On a more explicit level, Thatcher also possessed an array of potent arguments. Back in 1982, she might have recalled, she had fallen in the polls and was being written off for a second term as a result of her dismal economic performance. But then the Argentineans seized the Malvinas, and she, Thatcher, acting in defiance of her entire cabinet and of much of British public opinion, had sent the fleet into the desperate gamble of the Malvinas war. The British had reconquered the islands, and the resultant wave of jingoism and racist chauvinism had permitted Thatcher to consolidate her regime until the present day. Thatcher knew about the "no new taxes" controversy and the Neil Bush affair, but all of that would be quickly suppressed and forgotten once the regiments began to march off to the Saudi front. For Bush, this would have been a compelling package.

As far as Saddam Hussein was concerned, Thatcher's argument is known to have been built around the ominous warning, "He won't stop!" Her message was that MI-6 and the rest of the fabled British intelligence apparatus had concluded that Saddam Hussein's goal would be an immediate military invasion and occupation of the immense Kingdom of Saudi Arabia, with its sensitive Moslem holy places, its trackless deserts and its warlike Bedouins. Since Thatcher was familiar with Bush's racist contempt for Arabs and other dark-skinned peoples, which she emphatically shared, she would also have laid great stress on the figure of Saddam Hussein and the threat he posed to Anglo-Saxon interests. The Tavistock profile would have included how threatened Bush felt in his psycho-sexual impotence by tough customers like Saddam, whom nobody had ever referred to as little Lord Fauntleroy.

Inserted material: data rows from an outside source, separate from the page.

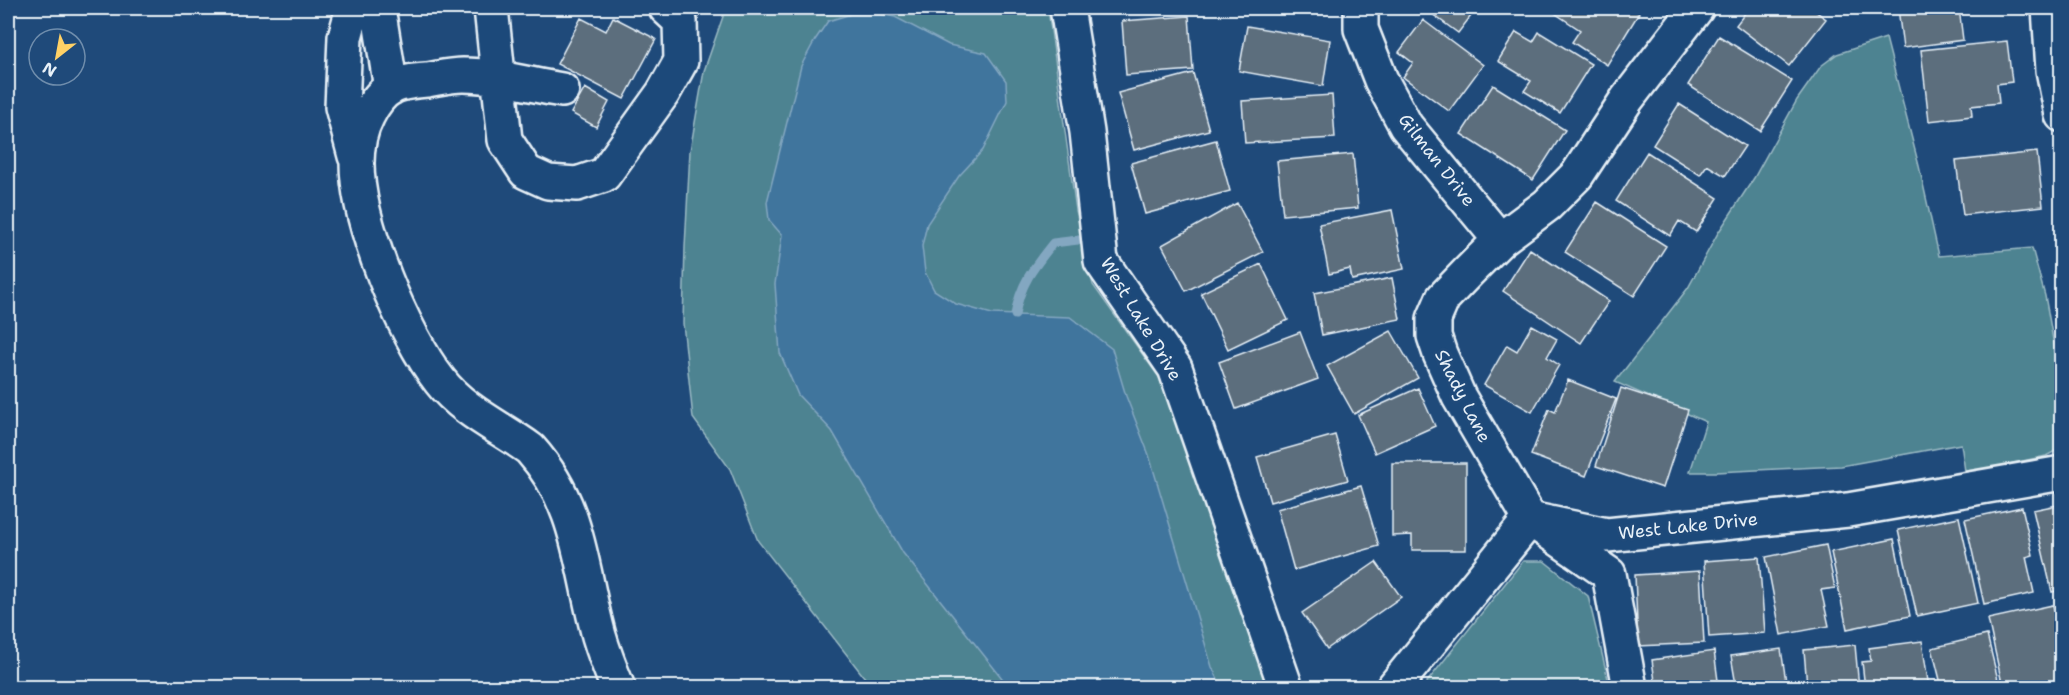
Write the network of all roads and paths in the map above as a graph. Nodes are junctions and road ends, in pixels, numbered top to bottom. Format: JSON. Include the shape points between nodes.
{"nodes":[{"id":1,"x":353,"y":8,"type":"edge"},
{"id":2,"x":378,"y":8,"type":"edge"},
{"id":3,"x":491,"y":8,"type":"edge"},
{"id":4,"x":666,"y":8,"type":"edge"},
{"id":5,"x":1067,"y":8,"type":"edge"},
{"id":6,"x":1361,"y":8,"type":"edge"},
{"id":7,"x":1697,"y":8,"type":"edge"},
{"id":8,"x":2049,"y":8,"type":"edge"},
{"id":9,"x":498,"y":80,"type":"junction"},
{"id":10,"x":391,"y":87,"type":"junction"},
{"id":11,"x":562,"y":90,"type":"dead end"},
{"id":12,"x":2061,"y":115,"type":"edge"},
{"id":13,"x":357,"y":162,"type":"junction"},
{"id":14,"x":1500,"y":240,"type":"junction"},
{"id":15,"x":2061,"y":473,"type":"edge"},
{"id":16,"x":1530,"y":519,"type":"junction"},
{"id":17,"x":618,"y":687,"type":"edge"},
{"id":18,"x":1286,"y":687,"type":"edge"},
{"id":19,"x":1393,"y":687,"type":"edge"},
{"id":20,"x":1630,"y":687,"type":"edge"}],
"edges":[{"from":1,"to":13,"type":"lane","via":[[345,37],[342,107]]},
{"from":2,"to":10,"type":"lane"},
{"from":3,"to":9,"type":"lane"},
{"from":4,"to":9,"type":"lane","via":[[680,21],[681,61],[604,175],[577,184],[548,182],[526,172],[505,140]]},
{"from":5,"to":18,"type":"lane","name":"West Lake Drive","via":[[1087,132],[1101,261],[1175,369]]},
{"from":6,"to":14,"type":"lane","name":"Gilman Drive","via":[[1361,29],[1381,80],[1406,126]]},
{"from":7,"to":14,"type":"lane","name":"Shady Lane","via":[[1627,99],[1577,175],[1547,205]]},
{"from":8,"to":12,"type":"lane"},
{"from":9,"to":10,"type":"lane","via":[[463,75]]},
{"from":9,"to":11,"type":"lane"},
{"from":10,"to":13,"type":"lane","via":[[372,107],[364,123]]},
{"from":13,"to":17,"type":"lane","via":[[361,199],[375,250],[397,306],[428,364],[456,398],[530,449],[561,493],[580,545],[599,636]]},
{"from":14,"to":16,"type":"lane","name":"Shady Lane","via":[[1443,298],[1434,319],[1434,336],[1459,396]]},
{"from":15,"to":16,"type":"lane","name":"West Lake Drive","via":[[1848,510],[1607,535]]},
{"from":16,"to":19,"type":"lane"},
{"from":16,"to":20,"type":"lane","name":"Shady Lane","via":[[1609,574]]}]}
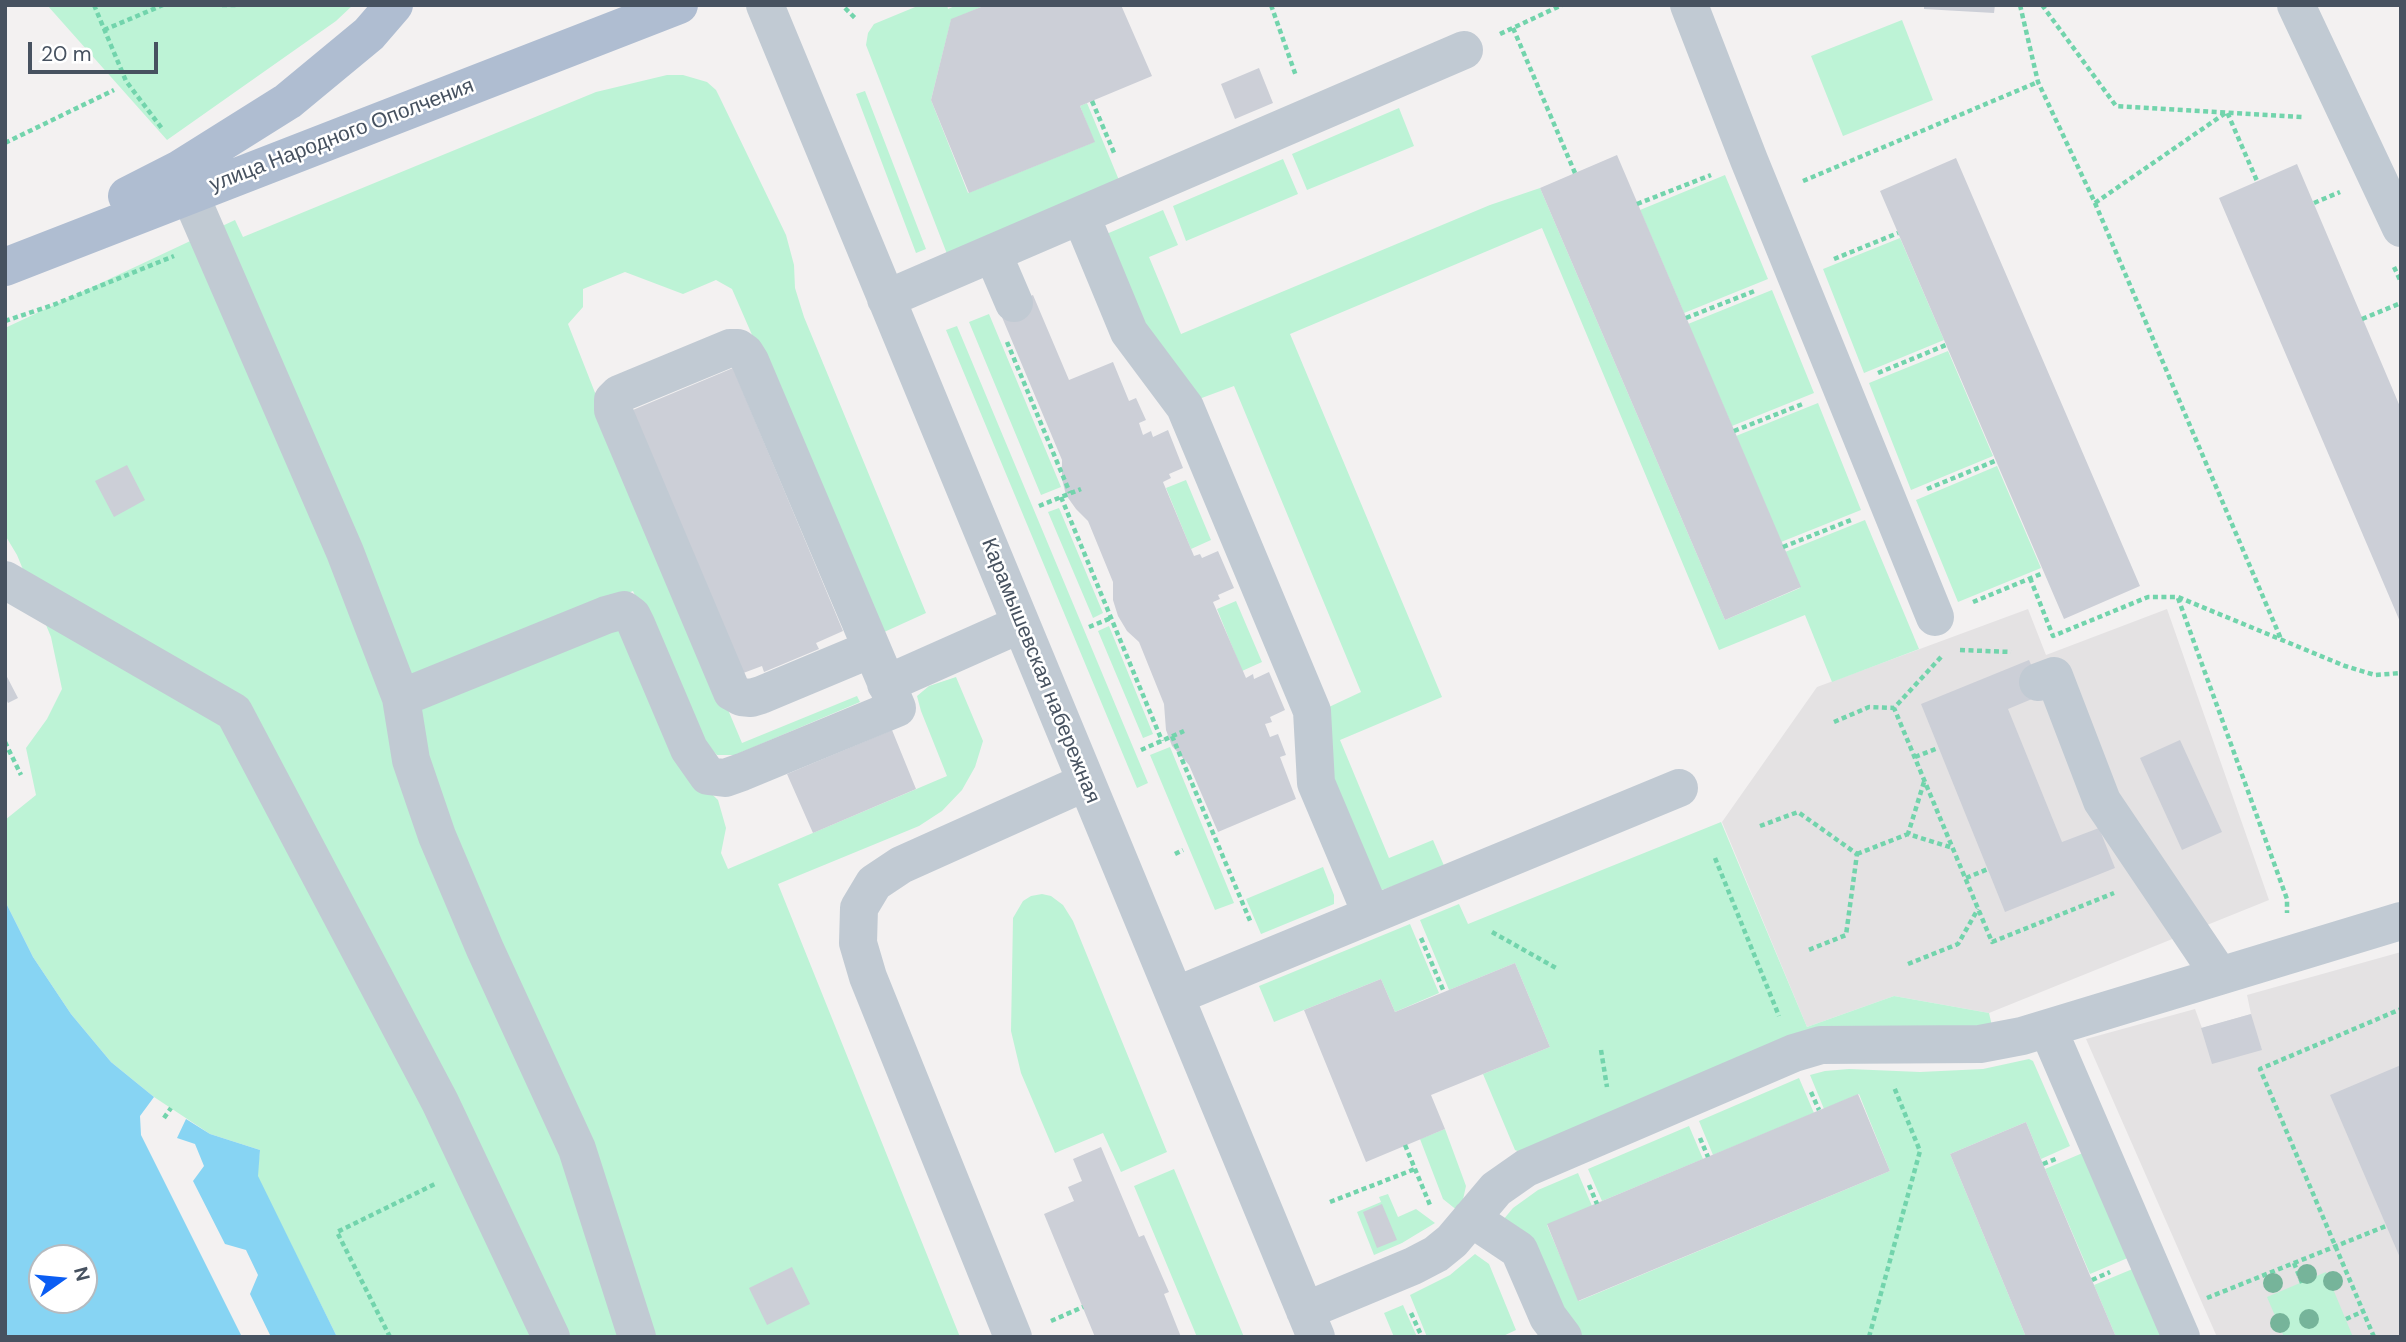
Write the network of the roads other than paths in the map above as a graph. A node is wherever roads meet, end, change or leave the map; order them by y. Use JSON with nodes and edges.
{"nodes":[{"id":1,"x":394,"y":5,"type":"edge"},
{"id":2,"x":679,"y":5,"type":"edge"},
{"id":3,"x":765,"y":5,"type":"edge"},
{"id":4,"x":1689,"y":5,"type":"edge"},
{"id":5,"x":2296,"y":5,"type":"edge"},
{"id":6,"x":1464,"y":50,"type":"road end"},
{"id":7,"x":2389,"y":176,"type":"edge"},
{"id":8,"x":190,"y":195,"type":"junction"},
{"id":9,"x":1081,"y":216,"type":"junction"},
{"id":10,"x":2401,"y":228,"type":"edge"},
{"id":11,"x":993,"y":254,"type":"junction"},
{"id":12,"x":5,"y":258,"type":"edge"},
{"id":13,"x":5,"y":267,"type":"edge"},
{"id":14,"x":886,"y":299,"type":"junction"},
{"id":15,"x":1014,"y":303,"type":"dead end"},
{"id":16,"x":5,"y":580,"type":"edge"},
{"id":17,"x":1935,"y":617,"type":"road end"},
{"id":18,"x":1021,"y":624,"type":"junction"},
{"id":19,"x":871,"y":649,"type":"junction"},
{"id":20,"x":2041,"y":681,"type":"road end"},
{"id":21,"x":886,"y":684,"type":"junction"},
{"id":22,"x":401,"y":698,"type":"junction"},
{"id":23,"x":1086,"y":782,"type":"junction"},
{"id":24,"x":1679,"y":788,"type":"dead end"},
{"id":25,"x":1388,"y":907,"type":"junction"},
{"id":26,"x":2401,"y":921,"type":"edge"},
{"id":27,"x":2220,"y":976,"type":"junction"},
{"id":28,"x":1175,"y":996,"type":"junction"},
{"id":29,"x":2048,"y":1029,"type":"junction"},
{"id":30,"x":1453,"y":1213,"type":"junction"},
{"id":31,"x":1310,"y":1324,"type":"edge"},
{"id":32,"x":2176,"y":1325,"type":"edge"},
{"id":33,"x":551,"y":1337,"type":"edge"},
{"id":34,"x":638,"y":1337,"type":"edge"},
{"id":35,"x":1013,"y":1337,"type":"edge"},
{"id":36,"x":1563,"y":1337,"type":"edge"}],
"edges":[{"from":1,"to":12,"type":"main road","name":"улица Народного Ополчения"},
{"from":2,"to":8,"type":"main road","name":"улица Народного Ополчения"},
{"from":3,"to":14,"type":"street","name":"Карамышевская набережная"},
{"from":4,"to":17,"type":"street"},
{"from":5,"to":7,"type":"street"},
{"from":6,"to":9,"type":"street"},
{"from":7,"to":10,"type":"street"},
{"from":8,"to":13,"type":"main road","name":"улица Народного Ополчения"},
{"from":8,"to":22,"type":"street"},
{"from":9,"to":11,"type":"street"},
{"from":9,"to":25,"type":"street"},
{"from":11,"to":14,"type":"street"},
{"from":11,"to":15,"type":"street"},
{"from":14,"to":18,"type":"street","name":"Карамышевская набережная"},
{"from":16,"to":33,"type":"street"},
{"from":18,"to":21,"type":"street"},
{"from":18,"to":23,"type":"street","name":"Карамышевская набережная"},
{"from":19,"to":19,"type":"street"},
{"from":19,"to":21,"type":"street"},
{"from":20,"to":27,"type":"street"},
{"from":21,"to":22,"type":"street"},
{"from":22,"to":34,"type":"street"},
{"from":23,"to":28,"type":"street","name":"Карамышевская набережная"},
{"from":23,"to":35,"type":"street"},
{"from":24,"to":25,"type":"street"},
{"from":25,"to":28,"type":"street"},
{"from":26,"to":27,"type":"street"},
{"from":27,"to":29,"type":"street"},
{"from":28,"to":31,"type":"street","name":"Карамышевская набережная"},
{"from":29,"to":30,"type":"street"},
{"from":29,"to":32,"type":"street"},
{"from":30,"to":31,"type":"street"},
{"from":30,"to":36,"type":"street"}]}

At this moment in the Gulf crisis, the only competent political-military estimate of Iraqi intentions was that Saddam Hussein had no intent of going beyond Kuwait, a territory to which Baghdad had a long-standing claim, arguing that the British Empire had illegally established its secret protectorate over the southern part of the Ottoman Empire's province of Basra in 1899. This estimate that Iraq had no desire to become embroiled with Saudi Arabia was repeated during the first week of the crisis by such qualified experts as former US Ambassador to Saudi Arabia James Aikens, and by the prominent French military leader Gen. Lacaze. Even General Schwarzkopf though it highly unlikely that Saddam would move against Saudi Arabia.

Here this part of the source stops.